The cuts go 20 percent deeper than the 25,000 jobs Wagoner said he planned to eliminate in June. Since then, GM's North American losses have ballooned to $4.8 billion for the first three quarters. Competition from rivals such as Toyota Motor Corp. has pushed the automaker's U.S. market share to 80-year lows. Ratings companies responded by reducing the automaker's debt to junk.

GM will close assembly plants in Doraville, Georgia; Lansing, Michigan; Oklahoma City; Spring Hill, Tennessee, and a car plant in Oshawa, Ontario. The automaker will shut down engine plants in St. Catharines, Ontario, and Flint, Michigan. GM will also reduce shifts at plants in Moraine, Ohio, and a second car plant in Oshawa.

The majority of the closings and shift reductions will be complete by next year. The Georgia and Oshawa closings will come by the end of 2008. Today's announcement was the biggest since GM said on Dec. 18, 1991, that it intended to close 21 assembly and manufacturing operations and eliminate 74,000 jobs, in the following four years.

Capacity Reduced

The closings will reduce GM's North America assembly capacity to about 4.2 million cars and trucks by the end of 2008, a 30 percent reduction, or 2 million units reduction, since 2002. GM will have flexibility to add production if there is market demand, Wagoner said.

``If they're not selling the cars, I don't know how they can keep running the plants,'' said Al Benchich, president of United Auto Workers Local 909 at a GM transmission factory in Warren, Michigan. ``The UAW has acknowledged that GM doesn't have the market share to support its current structure.''

GM shares, which on Nov. 17 touched their lowest level since 1987, have fallen 40 percent this year through Nov. 18. That is the most of any company in the Dow Jones Industrial Average as investors waited for Wagoner's job-cut plans. GM shares rose 14 cents to $24.19 at 10:33 a.m. in New York Stock Exchange composite trading.

Swaps

The cost to insure GM debt against default fell as Wagoner's announcement eased concern the world's biggest carmaker will declare bankruptcy.
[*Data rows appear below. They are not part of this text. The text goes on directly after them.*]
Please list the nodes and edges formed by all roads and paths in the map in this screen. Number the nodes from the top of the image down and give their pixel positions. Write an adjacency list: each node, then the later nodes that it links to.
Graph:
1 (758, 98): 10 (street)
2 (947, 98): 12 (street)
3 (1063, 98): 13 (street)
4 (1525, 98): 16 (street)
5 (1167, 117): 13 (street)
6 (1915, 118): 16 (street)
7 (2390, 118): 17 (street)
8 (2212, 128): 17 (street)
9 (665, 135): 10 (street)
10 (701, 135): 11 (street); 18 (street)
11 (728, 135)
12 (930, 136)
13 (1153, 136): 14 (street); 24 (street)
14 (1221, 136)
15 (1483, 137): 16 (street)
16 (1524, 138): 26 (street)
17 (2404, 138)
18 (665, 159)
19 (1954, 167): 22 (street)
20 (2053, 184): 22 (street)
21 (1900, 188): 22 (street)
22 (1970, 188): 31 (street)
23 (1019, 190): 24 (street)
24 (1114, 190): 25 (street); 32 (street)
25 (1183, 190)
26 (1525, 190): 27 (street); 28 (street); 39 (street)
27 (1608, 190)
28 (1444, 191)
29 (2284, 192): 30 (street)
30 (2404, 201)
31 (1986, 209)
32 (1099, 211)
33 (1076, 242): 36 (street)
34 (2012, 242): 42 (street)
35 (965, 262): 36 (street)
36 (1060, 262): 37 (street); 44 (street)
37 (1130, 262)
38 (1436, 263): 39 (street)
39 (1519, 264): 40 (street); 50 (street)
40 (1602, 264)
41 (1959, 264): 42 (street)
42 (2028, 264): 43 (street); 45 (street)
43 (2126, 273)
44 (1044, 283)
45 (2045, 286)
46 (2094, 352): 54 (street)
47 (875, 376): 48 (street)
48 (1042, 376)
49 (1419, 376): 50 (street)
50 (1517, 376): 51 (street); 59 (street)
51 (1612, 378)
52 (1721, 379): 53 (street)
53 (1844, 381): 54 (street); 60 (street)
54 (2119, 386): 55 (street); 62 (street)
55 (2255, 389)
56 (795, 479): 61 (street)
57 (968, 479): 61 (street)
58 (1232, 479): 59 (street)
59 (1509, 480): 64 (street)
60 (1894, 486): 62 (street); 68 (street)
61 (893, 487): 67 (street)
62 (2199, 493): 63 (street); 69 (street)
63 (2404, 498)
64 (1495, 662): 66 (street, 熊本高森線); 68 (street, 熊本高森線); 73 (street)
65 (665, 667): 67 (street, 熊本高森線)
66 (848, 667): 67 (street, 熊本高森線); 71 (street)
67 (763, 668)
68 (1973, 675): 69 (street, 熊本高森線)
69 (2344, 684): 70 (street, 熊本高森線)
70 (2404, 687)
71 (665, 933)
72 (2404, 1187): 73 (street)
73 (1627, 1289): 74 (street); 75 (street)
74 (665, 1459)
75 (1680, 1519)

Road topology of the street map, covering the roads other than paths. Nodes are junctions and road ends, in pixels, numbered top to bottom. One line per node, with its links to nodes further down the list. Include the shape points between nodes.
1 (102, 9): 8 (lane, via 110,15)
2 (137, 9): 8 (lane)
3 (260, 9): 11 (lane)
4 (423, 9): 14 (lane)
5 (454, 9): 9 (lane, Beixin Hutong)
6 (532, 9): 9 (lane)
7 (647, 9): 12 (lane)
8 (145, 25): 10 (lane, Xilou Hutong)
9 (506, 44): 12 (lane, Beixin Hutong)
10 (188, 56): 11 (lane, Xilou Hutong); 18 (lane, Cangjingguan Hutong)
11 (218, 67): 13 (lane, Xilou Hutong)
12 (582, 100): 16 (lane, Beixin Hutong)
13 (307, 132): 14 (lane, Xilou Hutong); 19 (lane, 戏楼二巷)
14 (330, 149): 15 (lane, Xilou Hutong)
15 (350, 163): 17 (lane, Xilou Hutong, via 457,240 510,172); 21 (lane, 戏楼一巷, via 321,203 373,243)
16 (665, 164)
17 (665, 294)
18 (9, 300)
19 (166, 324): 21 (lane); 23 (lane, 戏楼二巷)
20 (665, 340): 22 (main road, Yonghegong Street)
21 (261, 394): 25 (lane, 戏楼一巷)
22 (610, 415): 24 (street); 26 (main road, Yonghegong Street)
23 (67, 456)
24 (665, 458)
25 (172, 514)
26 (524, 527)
Traders last week demanded upfront payments of more than $2 million plus $500,000 a year to insure $10 million of GM debt for five years with credit-default swaps. The premium fell to about $1 million a year without upfront payments today, according to Deutsche Bank AG and ABN Amro NV prices.

Investors use credit-default swaps to bet on a company's creditworthiness or protect against non-payment. A buyer typically pays an annual fee and gets the full amount insured if the borrower defaults. In return, the swap seller gets the defaulted loans or bonds. Swap prices typically decline when creditworthiness improves, and rise when it worsens.

Bonds

GM's 8.375 percent bond due in 2033 rose about 2.5 cents on the dollar to 73.5 cents today in New York, according to Trace, the bond-price reporting system of the NASD. The yield fell to 11.6 percent. The bond reached as high as 75.5 cents in earlier trading. It hasn't closed as high as that since Oct. 26, according to Trace data.

The extra yield, or spread, investors demand to own the debt rather than Treasuries narrowed 38 basis points to about 693 basis points, according to Trace. A basis point is 0.01 percentage point. The bond was the most widely traded company bond in transactions of $1 million or more, Trace data showed.

GM's U.S. sales fell 26 percent in October, and the automaker this month returned to rebates as high as $12,000 on some sport-utility vehicles to regain buyers. Asian automakers' October U.S. market share rose to a record.

Toyota is adding plants in North America and has released cars this year such as a redesigned Avalon sedan targeted at people who might otherwise buy GM's Buick Lucerne. Toyota plans to open a factory for Tundra pickups in San Antonio next year and a plant for the RAV4 sport-utility vehicle in Woodstock, Ontario, in 2008.

The Toyota City, Japan-based carmaker has said it plans to take 15 percent of the global auto market in the next decade, rising from about 12 percent now.

`Up in the Air'

``Over the long term, if GM keeps losing market share, everything is up in the air,'' Canadian Auto Workers President Buzz Hargrove said last week. The CAW agreed to more than 1,000 GM jobs cuts last month. ``The October numbers were just horrible.''

GM's U.S. market share, which peaked at 51 percent in 1962, fell to 26 percent in the first 10 months of this year. That's the lowest since 19.1 percent in 1925, according to the trade publication Automotive News.

Taking Charge

Wagoner reassigned two top lieutenants and took charge of North American operations on April 4 after the automaker lost $1.6 billion in U.S., Canadian and Mexican auto operations in the first quarter. He pledged to end losses.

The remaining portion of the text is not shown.